Director: Paul Schrader
Writers: Paul Schrader
Starring: Ethan Hawke, Amanda Seyfried, Cedric Kyles
Runtime: 113 mins
MPAA Rating: R
Grief, guilt, hope, despair, mortality, lust, greed, alcoholism, environmentalism, religion, church politics, and the meaning of life. Just one of those concepts is typically enough to tackle in one story, but Paul Schrader decides to tackle them all in the highly thought-provoking First Reformed.
Set in Snowbridge, New York, this film is a character-study centered around the melancholic Pastor Ernst Toller (Ethan Hawke). Toller leads a sparse congregation at the historic First Reformed Church, a former stop on the Underground Railroad, where he both lives and works. From the moment Toller is introduced, we see a man who is meditative and deeply affected by inner turmoil to the point he is questioning his life’s meaning. We first meet Toller as he narrates his intention to keep a journal of his life for the next year at which point he will destroy it; this opening helps to clearly establish Toller as an introspective man searching to find answers about himself and his life. Paul Schrader writes and Ethan Hawke portrays Toller as listless and reserved, but deeply contemplative and articulate as well. Underneath his pastoral robes, Toller is a sickly, single middle-aged man who appears to be a borderline alcoholic. As the story progresses, more and more is revealed about how he is suffering a crisis of faith, mortality, and burdening guilt.
The plot is kicked into motion when one of Toller’s service attendees Mary (Amanda Seyfried) asks him to council her environment-championing husband Michael (Philip Ettinger) who holds that it is evil to bring a child into a dying, soon-to-be-uninhabitable world to lead a life of misery. Consequently, Michael wants Mary, who is pregnant with their first child, to have an abortion to assuage his moral qualms. Toller agrees to Mary’s request and meets with Michael who explains his position in more detail. What immediately grabs your attention is that Toller does not outright rebuke Michael’s pro-abortion stance or give any sort of typical pastor responses about the preciousness of life. Instead he launches into an anecdote revealing the source of his own personal guilt. As the story progresses, you see the conflict in Toller grow and you understand on an emotional and psychological level why he starts to go down certain paths; at the center of everything, there is an examination of the duality of hope and despair within his life. The film follows him across an arc which drastically changes how he assesses the meaning of his life.

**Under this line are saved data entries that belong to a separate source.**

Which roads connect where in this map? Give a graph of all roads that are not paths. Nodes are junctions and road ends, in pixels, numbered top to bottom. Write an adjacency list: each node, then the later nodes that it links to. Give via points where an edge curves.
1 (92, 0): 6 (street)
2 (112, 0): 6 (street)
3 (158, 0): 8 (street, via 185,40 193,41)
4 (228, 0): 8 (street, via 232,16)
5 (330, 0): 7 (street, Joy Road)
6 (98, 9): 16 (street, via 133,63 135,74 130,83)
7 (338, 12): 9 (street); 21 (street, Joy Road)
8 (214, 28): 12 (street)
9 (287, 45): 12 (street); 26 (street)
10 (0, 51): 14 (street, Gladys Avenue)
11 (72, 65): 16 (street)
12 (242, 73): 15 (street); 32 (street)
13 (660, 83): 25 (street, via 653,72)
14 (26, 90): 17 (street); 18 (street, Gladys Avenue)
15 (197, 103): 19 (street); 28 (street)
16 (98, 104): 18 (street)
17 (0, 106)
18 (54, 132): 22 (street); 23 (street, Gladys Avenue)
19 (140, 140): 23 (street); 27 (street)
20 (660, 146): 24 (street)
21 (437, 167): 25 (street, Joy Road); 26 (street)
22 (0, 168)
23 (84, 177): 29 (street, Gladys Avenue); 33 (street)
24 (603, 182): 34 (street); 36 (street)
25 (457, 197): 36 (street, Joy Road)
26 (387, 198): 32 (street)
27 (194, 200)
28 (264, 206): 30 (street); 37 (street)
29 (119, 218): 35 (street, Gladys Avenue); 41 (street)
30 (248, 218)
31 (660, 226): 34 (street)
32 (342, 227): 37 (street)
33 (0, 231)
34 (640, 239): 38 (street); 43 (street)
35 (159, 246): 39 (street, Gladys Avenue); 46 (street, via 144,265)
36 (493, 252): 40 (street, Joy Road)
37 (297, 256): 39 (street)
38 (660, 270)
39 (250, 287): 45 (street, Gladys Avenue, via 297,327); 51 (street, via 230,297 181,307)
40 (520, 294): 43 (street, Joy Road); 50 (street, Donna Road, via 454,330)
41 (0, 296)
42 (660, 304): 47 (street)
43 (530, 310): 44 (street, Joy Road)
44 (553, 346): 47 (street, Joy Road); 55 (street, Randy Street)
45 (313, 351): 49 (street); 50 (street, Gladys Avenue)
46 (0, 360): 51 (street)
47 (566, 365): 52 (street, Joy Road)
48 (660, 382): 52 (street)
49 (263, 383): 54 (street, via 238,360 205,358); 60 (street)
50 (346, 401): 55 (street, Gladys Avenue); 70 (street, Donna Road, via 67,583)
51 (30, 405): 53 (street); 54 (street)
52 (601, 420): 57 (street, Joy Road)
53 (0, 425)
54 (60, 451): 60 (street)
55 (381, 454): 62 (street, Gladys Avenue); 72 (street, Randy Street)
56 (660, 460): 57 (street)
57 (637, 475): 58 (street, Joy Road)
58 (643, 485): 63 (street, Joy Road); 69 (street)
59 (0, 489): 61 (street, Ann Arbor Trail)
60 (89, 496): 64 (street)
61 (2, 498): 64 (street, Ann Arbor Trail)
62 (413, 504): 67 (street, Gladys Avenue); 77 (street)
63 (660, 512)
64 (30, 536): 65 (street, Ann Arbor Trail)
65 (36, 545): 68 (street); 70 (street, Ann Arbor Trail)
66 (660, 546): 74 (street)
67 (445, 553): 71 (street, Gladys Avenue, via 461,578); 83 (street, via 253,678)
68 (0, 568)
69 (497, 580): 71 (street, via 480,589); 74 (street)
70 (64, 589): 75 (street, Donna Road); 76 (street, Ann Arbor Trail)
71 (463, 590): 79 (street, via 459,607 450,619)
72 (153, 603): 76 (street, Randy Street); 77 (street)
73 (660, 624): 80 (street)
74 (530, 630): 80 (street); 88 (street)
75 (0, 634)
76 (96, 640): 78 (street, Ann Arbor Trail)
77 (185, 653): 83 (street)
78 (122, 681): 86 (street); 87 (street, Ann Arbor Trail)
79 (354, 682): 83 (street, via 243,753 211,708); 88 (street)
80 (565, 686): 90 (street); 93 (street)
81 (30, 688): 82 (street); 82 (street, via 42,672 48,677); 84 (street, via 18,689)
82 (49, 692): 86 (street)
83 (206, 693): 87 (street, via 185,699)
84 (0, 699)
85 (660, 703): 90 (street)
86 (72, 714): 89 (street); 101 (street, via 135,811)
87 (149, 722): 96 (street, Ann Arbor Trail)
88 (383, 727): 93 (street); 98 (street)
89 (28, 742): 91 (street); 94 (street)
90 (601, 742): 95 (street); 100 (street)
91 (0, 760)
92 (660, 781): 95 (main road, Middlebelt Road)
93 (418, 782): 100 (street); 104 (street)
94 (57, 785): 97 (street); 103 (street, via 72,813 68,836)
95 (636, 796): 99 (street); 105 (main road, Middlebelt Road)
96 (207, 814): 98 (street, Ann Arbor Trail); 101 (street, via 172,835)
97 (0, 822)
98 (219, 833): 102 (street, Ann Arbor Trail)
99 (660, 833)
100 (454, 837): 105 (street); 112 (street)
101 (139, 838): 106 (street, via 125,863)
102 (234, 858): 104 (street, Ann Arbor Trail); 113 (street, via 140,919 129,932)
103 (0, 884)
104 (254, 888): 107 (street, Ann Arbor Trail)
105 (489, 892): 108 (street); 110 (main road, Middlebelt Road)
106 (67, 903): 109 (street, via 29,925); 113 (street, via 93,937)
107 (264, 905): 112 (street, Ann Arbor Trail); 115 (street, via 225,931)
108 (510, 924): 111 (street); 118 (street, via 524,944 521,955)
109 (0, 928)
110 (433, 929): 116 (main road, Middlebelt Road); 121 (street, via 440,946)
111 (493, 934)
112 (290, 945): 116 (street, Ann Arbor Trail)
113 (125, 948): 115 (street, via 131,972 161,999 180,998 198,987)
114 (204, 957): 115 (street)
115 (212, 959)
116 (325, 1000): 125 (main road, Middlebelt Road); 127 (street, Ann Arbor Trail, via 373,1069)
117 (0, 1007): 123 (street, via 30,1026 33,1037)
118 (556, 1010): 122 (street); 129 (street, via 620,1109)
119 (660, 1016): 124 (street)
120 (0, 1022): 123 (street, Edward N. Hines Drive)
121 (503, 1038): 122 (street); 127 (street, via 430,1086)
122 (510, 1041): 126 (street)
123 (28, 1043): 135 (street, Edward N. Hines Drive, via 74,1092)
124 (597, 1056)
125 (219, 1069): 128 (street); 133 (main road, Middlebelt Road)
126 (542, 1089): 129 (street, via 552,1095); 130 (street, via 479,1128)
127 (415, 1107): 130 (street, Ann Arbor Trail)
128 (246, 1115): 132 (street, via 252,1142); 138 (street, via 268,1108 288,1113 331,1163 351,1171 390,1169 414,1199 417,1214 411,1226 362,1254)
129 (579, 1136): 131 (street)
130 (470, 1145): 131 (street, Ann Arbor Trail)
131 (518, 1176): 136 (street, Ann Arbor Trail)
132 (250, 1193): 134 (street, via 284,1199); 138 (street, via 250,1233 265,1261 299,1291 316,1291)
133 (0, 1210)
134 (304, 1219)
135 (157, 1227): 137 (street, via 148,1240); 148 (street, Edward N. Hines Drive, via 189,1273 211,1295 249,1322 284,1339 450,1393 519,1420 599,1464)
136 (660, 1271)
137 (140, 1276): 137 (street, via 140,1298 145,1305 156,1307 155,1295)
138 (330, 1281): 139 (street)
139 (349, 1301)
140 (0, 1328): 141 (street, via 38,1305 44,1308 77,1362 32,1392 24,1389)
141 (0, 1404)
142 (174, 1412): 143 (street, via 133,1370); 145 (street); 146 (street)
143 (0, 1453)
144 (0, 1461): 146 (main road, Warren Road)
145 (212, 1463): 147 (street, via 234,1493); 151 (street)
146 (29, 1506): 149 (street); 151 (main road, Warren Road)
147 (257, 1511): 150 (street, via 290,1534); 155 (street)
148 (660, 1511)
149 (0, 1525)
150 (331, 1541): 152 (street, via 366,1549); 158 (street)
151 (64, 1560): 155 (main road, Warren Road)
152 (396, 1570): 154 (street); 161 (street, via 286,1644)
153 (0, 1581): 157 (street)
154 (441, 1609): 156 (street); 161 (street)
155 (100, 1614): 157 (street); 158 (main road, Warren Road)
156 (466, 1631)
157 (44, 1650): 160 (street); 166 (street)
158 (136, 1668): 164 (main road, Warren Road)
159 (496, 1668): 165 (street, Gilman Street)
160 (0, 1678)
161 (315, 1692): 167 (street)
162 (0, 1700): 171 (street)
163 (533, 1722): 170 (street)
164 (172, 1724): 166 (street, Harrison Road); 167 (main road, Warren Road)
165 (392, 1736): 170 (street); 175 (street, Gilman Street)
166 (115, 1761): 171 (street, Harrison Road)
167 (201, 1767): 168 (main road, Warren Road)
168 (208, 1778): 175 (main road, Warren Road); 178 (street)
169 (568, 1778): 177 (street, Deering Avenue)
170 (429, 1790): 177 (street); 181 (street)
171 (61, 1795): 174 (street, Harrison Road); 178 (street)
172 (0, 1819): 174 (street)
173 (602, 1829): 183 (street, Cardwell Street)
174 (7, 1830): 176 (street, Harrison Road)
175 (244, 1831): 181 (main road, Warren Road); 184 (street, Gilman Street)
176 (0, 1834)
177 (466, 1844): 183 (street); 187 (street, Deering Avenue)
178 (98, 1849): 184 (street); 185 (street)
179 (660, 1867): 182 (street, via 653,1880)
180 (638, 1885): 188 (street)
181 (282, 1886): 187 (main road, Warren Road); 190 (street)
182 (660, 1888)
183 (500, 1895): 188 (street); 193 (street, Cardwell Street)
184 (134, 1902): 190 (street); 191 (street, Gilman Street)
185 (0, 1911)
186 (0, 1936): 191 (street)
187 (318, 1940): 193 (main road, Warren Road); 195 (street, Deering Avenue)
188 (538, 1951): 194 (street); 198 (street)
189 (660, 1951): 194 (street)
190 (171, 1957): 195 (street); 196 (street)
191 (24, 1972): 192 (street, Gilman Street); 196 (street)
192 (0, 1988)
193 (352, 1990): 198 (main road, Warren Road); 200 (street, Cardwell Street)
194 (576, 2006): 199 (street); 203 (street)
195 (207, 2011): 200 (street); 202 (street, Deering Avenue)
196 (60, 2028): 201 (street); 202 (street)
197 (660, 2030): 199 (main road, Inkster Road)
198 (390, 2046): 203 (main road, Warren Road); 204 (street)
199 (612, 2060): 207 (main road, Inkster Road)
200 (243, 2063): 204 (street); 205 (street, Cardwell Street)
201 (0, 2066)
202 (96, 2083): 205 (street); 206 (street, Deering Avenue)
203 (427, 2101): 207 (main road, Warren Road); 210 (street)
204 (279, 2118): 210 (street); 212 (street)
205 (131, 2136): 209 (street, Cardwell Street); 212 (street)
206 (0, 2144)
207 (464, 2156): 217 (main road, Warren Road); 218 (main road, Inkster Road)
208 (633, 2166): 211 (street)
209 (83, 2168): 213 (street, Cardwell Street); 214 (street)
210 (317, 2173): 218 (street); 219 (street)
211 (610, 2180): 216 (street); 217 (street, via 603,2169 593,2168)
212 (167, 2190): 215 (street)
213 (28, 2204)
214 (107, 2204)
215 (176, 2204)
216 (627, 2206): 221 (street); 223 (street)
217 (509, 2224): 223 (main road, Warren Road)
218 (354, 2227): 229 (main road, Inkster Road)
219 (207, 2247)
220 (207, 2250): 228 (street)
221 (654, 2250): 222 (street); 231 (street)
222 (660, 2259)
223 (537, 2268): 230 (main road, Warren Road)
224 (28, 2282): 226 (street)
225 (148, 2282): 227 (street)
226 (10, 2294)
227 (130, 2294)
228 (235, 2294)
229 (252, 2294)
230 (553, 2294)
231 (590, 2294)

Concurrent with these events are Toller’s interactions with the local well-financed megachurch Abundant Life and its morally high-grounded pastor (Cedric Kyles). The film not-so-subtly provides commentary on how a church’s ethics can easily stray when satisfying the desires of corporate donors supplants moral uprightness. Many of the justifications for certain actions and philosophical conclusions reached will raise eyebrows but you can understand the motivation behind why each character chooses to believe what he or she does. Schrader’s script is nuanced and is able to effectively develop intriguing personal and philosophical conflicts.
The film’s visuals are characterized by precise framing in that the camera is almost always completely stationary leaving the viewer to focus on the character movements, interactions, and dialogue. The lack of camera movement also serves to reinforce how strictly grounded in reality the film is; I believe the few times the camera does in fact move are deliberate in order to contrast the previous notion. Additionally, the narrow 4:3 aspect ratio will be immediately apparent to the viewer though I do not think it is anything more than an aesthetic choice. The visual presentation is understated without being eye-popping, and it is definitely some of the best cinematography of the year.
As for drawbacks, this film reaches some strongly surreal points that I will not spoil, but, during these portions of the film, the technical quality is severely lacking. I am not entirely sure if it is intentional, but it is distracting nonetheless. For many, the ending could be seen as a significant letdown due to how the film constructs everything leading to that point. However, I preferred it to the more obvious route that it could have chosen, and I believe I correctly interpreted the director’s intention due to the manner in which he films the final scenes. I wish I could discuss the ending of this film more without diving into SPOILERS.
First Reformed deals with a slew of interconnected issues and takes us through the conflicted development of a multi-dimensional human character. The story is driven by Ethan Hawke’s fantastic performance; even if you do not like him, you are fascinated by him as a human being, weaknesses and all. It is a fantastic achievement, and has stayed on my mind ever since I first watched it. By ambitiously and creatively addressing a number of complex issues wrapped around an iconic performance, Paul Schrader has created one of the best films of 2018.